In 25-30 years, there may be radical changes in the economy, which may in a way force changes to the mortgage contract. Banks do not want to incur losses, so they construct such long-term contracts with the proviso that some of their provisions may change in the future.

It should start with the fact that the bank has the right to change the terms of the contract it has entered into with the client. Most often this situation applies to mortgages, where the conditions are modified. In this case, it is worth finding out what the loan agreement requires us to do.

When can you make changes to your loan agreement?

The loan agreement signed with the bank usually contains provisions regarding in which cases changes may be made to its content. Banks usually leave a gate in the form of the possibility of making changes to the contract when the market situation deteriorates or improves.

For example, the bank’s margin may change as a result of changes in the main interest rates set by the Monetary Policy Council operating at the National Bank of Poland.

The change can also be made at the customer’s request, e.g. if he would like to make some modifications to the repayment schedule or in his own data included in the loan agreement.

What provisions in the loan agreement can be changed?


Before signing the loan agreement, the customer must know, among other things, what mortgage terms the bank can change after signing the contract. Most often they concern:

The margin has a direct impact on the amount of principal and interest installments repaid by the customer. For this reason, borrowers are quite rightly afraid of any changes in the terms of the contract in this regard, as they can generate an additional burden on their home budget.

If, for example, a change in the bank’s margin or insurance is made by the bank in accordance with the conditions indicated in the signed credit agreement, then the customer has nothing left to do but sign the annex to the credit agreement and thus agree to the proposed terms.

With foreign currency loans, an annex to the loan agreement may relate to the conversion of the amount of the liability. Customers may also change the provisions of the loan agreements. The customer should report to the bank a change in such data as:

  • borrower’s personal data,
  • place of residence and registered address,
  • workplace.

Failure to notify the bank of such changes may cause the bank to draw legal and sometimes financial consequences for the client. Ultimately, the loan agreement may be terminated, which will result in the refund of the sum of the loan granted and outstanding.

In addition, in agreement with the bank, the loan agreement may change as regards the payment schedule. In this case, we can deal with:

  • a grace period, i.e. deferment of installment payment ;
  • suspension of the repayment period, i.e. popular credit holidays;
  • prolongation, i.e. extension of the loan period.

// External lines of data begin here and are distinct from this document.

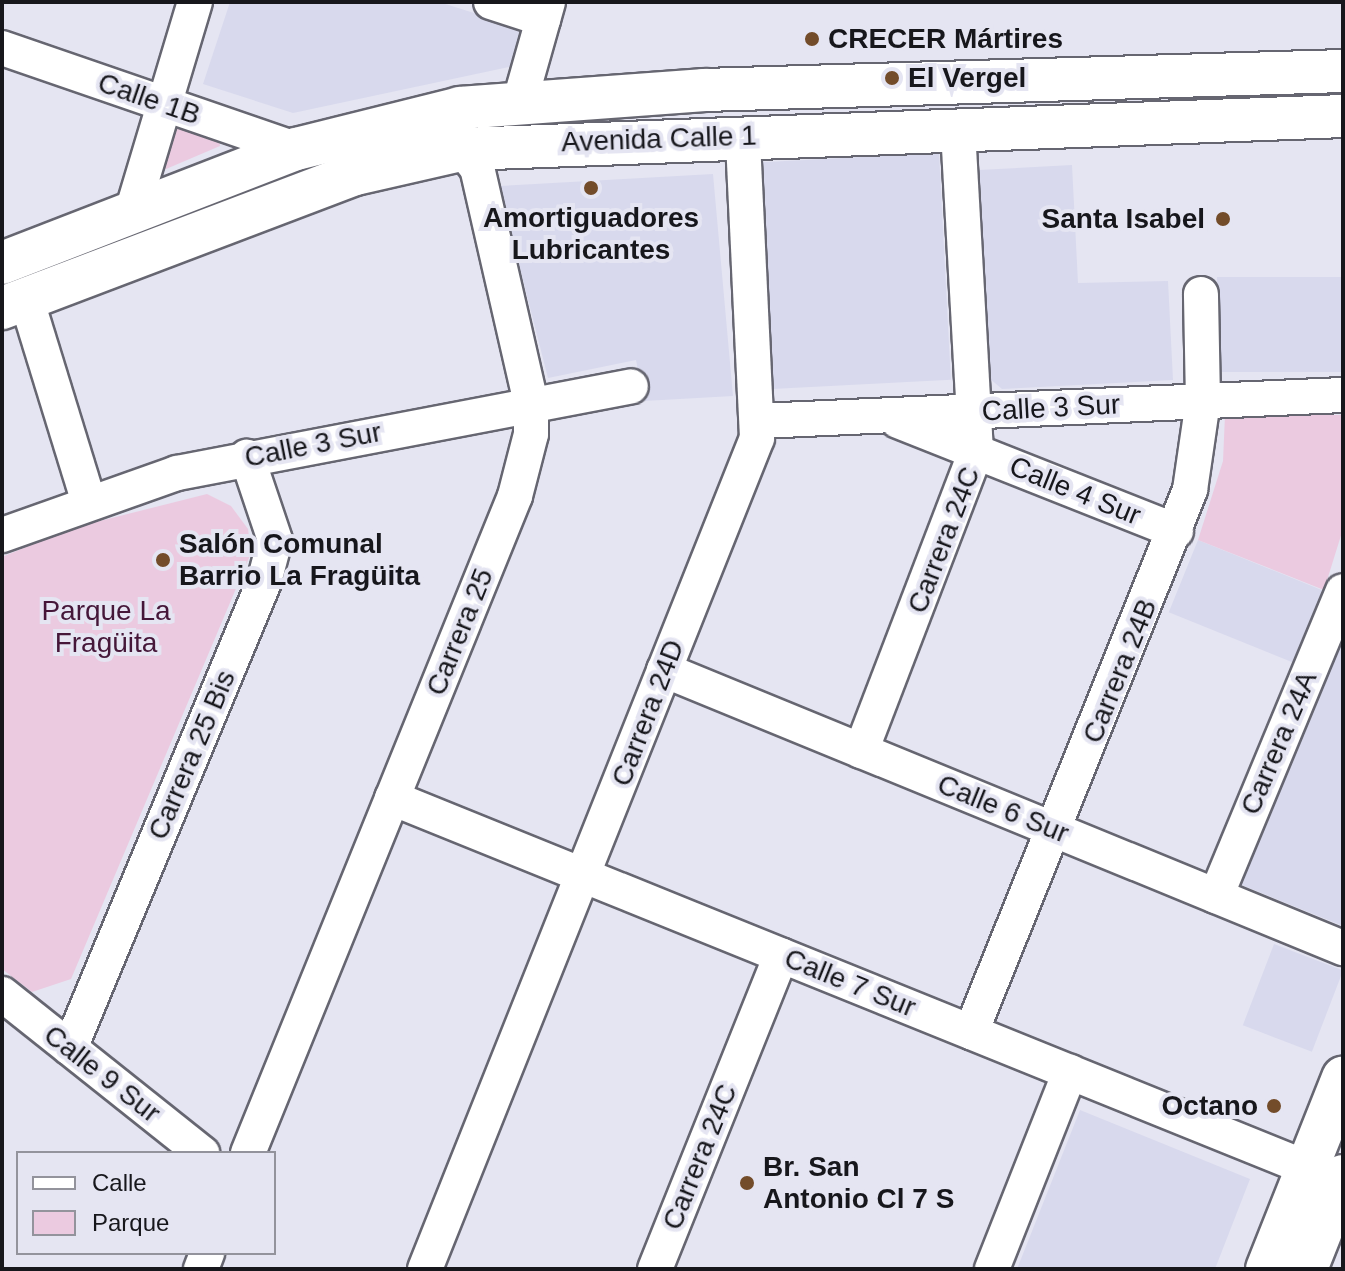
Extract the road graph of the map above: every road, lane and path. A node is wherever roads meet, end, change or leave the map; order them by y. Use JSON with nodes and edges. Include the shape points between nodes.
{"nodes":[{"id":1,"x":195,"y":2,"type":"edge"},
{"id":2,"x":491,"y":2,"type":"edge"},
{"id":3,"x":545,"y":10,"type":"edge"},
{"id":4,"x":2,"y":48,"type":"edge"},
{"id":5,"x":1343,"y":71,"type":"edge"},
{"id":6,"x":520,"y":101,"type":"junction"},
{"id":7,"x":160,"y":102,"type":"junction"},
{"id":8,"x":419,"y":115,"type":"junction"},
{"id":9,"x":1343,"y":116,"type":"edge"},
{"id":10,"x":958,"y":128,"type":"junction"},
{"id":11,"x":743,"y":136,"type":"junction"},
{"id":12,"x":296,"y":149,"type":"junction"},
{"id":13,"x":465,"y":149,"type":"junction"},
{"id":14,"x":132,"y":212,"type":"junction"},
{"id":15,"x":2,"y":263,"type":"edge"},
{"id":16,"x":1201,"y":294,"type":"dead end"},
{"id":17,"x":14,"y":303,"type":"edge"},
{"id":18,"x":631,"y":386,"type":"dead end"},
{"id":19,"x":1343,"y":395,"type":"edge"},
{"id":20,"x":1203,"y":401,"type":"junction"},
{"id":21,"x":531,"y":403,"type":"junction"},
{"id":22,"x":979,"y":412,"type":"junction"},
{"id":23,"x":885,"y":416,"type":"junction"},
{"id":24,"x":759,"y":421,"type":"junction"},
{"id":25,"x":976,"y":452,"type":"junction"},
{"id":26,"x":247,"y":457,"type":"junction"},
{"id":27,"x":88,"y":499,"type":"junction"},
{"id":28,"x":1176,"y":531,"type":"junction"},
{"id":29,"x":2,"y":535,"type":"edge"},
{"id":30,"x":1342,"y":595,"type":"edge"},
{"id":31,"x":664,"y":670,"type":"junction"},
{"id":32,"x":861,"y":751,"type":"junction"},
{"id":33,"x":392,"y":798,"type":"junction"},
{"id":34,"x":1054,"y":830,"type":"junction"},
{"id":35,"x":586,"y":877,"type":"junction"},
{"id":36,"x":1216,"y":896,"type":"junction"},
{"id":37,"x":1343,"y":948,"type":"edge"},
{"id":38,"x":781,"y":955,"type":"junction"},
{"id":39,"x":2,"y":994,"type":"edge"},
{"id":40,"x":971,"y":1032,"type":"junction"},
{"id":41,"x":70,"y":1048,"type":"junction"},
{"id":42,"x":1070,"y":1072,"type":"junction"},
{"id":43,"x":1343,"y":1078,"type":"edge"},
{"id":44,"x":199,"y":1151,"type":"edge"},
{"id":45,"x":249,"y":1151,"type":"edge"},
{"id":46,"x":1325,"y":1172,"type":"edge"},
{"id":47,"x":425,"y":1269,"type":"edge"},
{"id":48,"x":655,"y":1269,"type":"edge"},
{"id":49,"x":992,"y":1269,"type":"edge"},
{"id":50,"x":1267,"y":1269,"type":"edge"},
{"id":51,"x":1306,"y":1269,"type":"edge"}],
"edges":[{"from":1,"to":7,"type":"street"},
{"from":2,"to":3,"type":"street"},
{"from":3,"to":6,"type":"street"},
{"from":4,"to":7,"type":"street","name":"Calle 1B"},
{"from":5,"to":6,"type":"main road","name":"Avenida Calle 1"},
{"from":6,"to":8,"type":"main road","name":"Avenida Calle 1"},
{"from":7,"to":12,"type":"street","name":"Calle 1B"},
{"from":7,"to":14,"type":"street"},
{"from":8,"to":12,"type":"main road","name":"Avenida Calle 1"},
{"from":8,"to":13,"type":"street","name":"Carrera 25"},
{"from":9,"to":10,"type":"main road","name":"Avenida Calle 1"},
{"from":10,"to":11,"type":"main road","name":"Avenida Calle 1"},
{"from":10,"to":22,"type":"street","name":"Carrera 24C"},
{"from":11,"to":13,"type":"main road","name":"Avenida Calle 1"},
{"from":11,"to":24,"type":"street","name":"Carrera 24D"},
{"from":12,"to":14,"type":"main road","name":"Avenida Calle 1"},
{"from":13,"to":17,"type":"main road","name":"Avenida Calle 1","via":[[341,179]]},
{"from":13,"to":21,"type":"street","name":"Carrera 25","via":[[477,168]]},
{"from":14,"to":15,"type":"main road","name":"Avenida Calle 1"},
{"from":16,"to":20,"type":"street","name":"Carrera 24B"},
{"from":17,"to":27,"type":"street"},
{"from":18,"to":21,"type":"street","name":"Calle 3 Sur"},
{"from":19,"to":20,"type":"street","name":"Calle 3 Sur"},
{"from":20,"to":22,"type":"street","name":"Calle 3 Sur"},
{"from":20,"to":28,"type":"street","name":"Carrera 24B"},
{"from":21,"to":26,"type":"street","name":"Calle 3 Sur"},
{"from":21,"to":33,"type":"street","name":"Carrera 25","via":[[531,434],[515,496]]},
{"from":22,"to":23,"type":"street","name":"Calle 3 Sur"},
{"from":22,"to":25,"type":"street","name":"Carrera 24C"},
{"from":23,"to":24,"type":"street","name":"Calle 3 Sur"},
{"from":23,"to":25,"type":"street","name":"Calle 4 Sur"},
{"from":24,"to":31,"type":"street","name":"Carrera 24D"},
{"from":25,"to":28,"type":"street","name":"Calle 4 Sur"},
{"from":25,"to":32,"type":"street","name":"Carrera 24C"},
{"from":26,"to":27,"type":"street","name":"Calle 3 Sur"},
{"from":26,"to":41,"type":"street","name":"Carrera 25 Bis","via":[[275,540],[264,582]]},
{"from":27,"to":29,"type":"street","name":"Calle 3 Sur"},
{"from":28,"to":34,"type":"street","name":"Carrera 24B"},
{"from":30,"to":36,"type":"street","name":"Carrera 24A"},
{"from":31,"to":32,"type":"street","name":"Calle 6 Sur"},
{"from":31,"to":35,"type":"street","name":"Carrera 24D"},
{"from":32,"to":34,"type":"street","name":"Calle 6 Sur"},
{"from":33,"to":35,"type":"street","name":"Calle 7 Sur"},
{"from":33,"to":45,"type":"street","name":"Carrera 25"},
{"from":34,"to":36,"type":"street","name":"Calle 6 Sur"},
{"from":34,"to":40,"type":"street","name":"Carrera 24B"},
{"from":35,"to":38,"type":"street","name":"Calle 7 Sur"},
{"from":35,"to":47,"type":"street","name":"Carrera 24D"},
{"from":36,"to":37,"type":"street","name":"Calle 6 Sur"},
{"from":38,"to":40,"type":"street","name":"Calle 7 Sur"},
{"from":38,"to":48,"type":"street","name":"Carrera 24C"},
{"from":39,"to":41,"type":"street","name":"Calle 9 Sur"},
{"from":40,"to":42,"type":"street","name":"Calle 7 Sur"},
{"from":41,"to":44,"type":"street","name":"Calle 9 Sur"},
{"from":42,"to":46,"type":"street","name":"Calle 7 Sur"},
{"from":42,"to":49,"type":"street"},
{"from":43,"to":46,"type":"main road"},
{"from":46,"to":50,"type":"main road"},
{"from":46,"to":51,"type":"main road"}]}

Much less frequent appearing modifications to credit agreements may be:

  • a change related to the withdrawal from the insurance contract or the cessation of the use of certain banking products – on which, for example, preferential price conditions were dependent;
  • change in legal collateral for a loan or credit facility, e.g. mortgage on an additional property.

In each of these cases, an annex to the loan agreement is signed.

Banks are obliged by the new mortgage act to restructure their debt if the borrower is unable to pay his loan installments. Restructuring involves changing debt repayment terms and adapting them to the client’s capabilities. It may include:

  • temporary suspension of loan repayment,
  • deferral of loan and debt service costs,
  • change in capital installments,
  • changing the period and method of repayment of the debt,
  • consolidating two loans into one.

Therefore, when you run out of funds to pay the installment, you can always count on changing the loan agreement and restructuring the debt at the initiative of the lending bank.

The new Mortgage Act imposed on credit institutions an obligation to enable debt restructuring if justified by an assessment of the borrower’s financial standing.

Changing the terms of the loan agreement on the bank’s side

Changing the terms of the loan agreement on the bank

Most banks reserve the right to change the terms of the contract while constructing loan agreements. The loan terms may change if the realities of the financial market in the country change, e.g. very high-interest rates prevail, resulting in a change in the cost of money.

The bank has the right to change the terms of the loan agreement signed with the client, especially the mortgage contract. The customer may agree to the proposed changes and sign the presented annex to the loan agreement.

However, if the changes are unfavorable and negatively affect the terms of the loan, then the borrower may think about negotiating them with the bank or eventually refinancing the loan. It involves the transfer of a loan from one bank to another.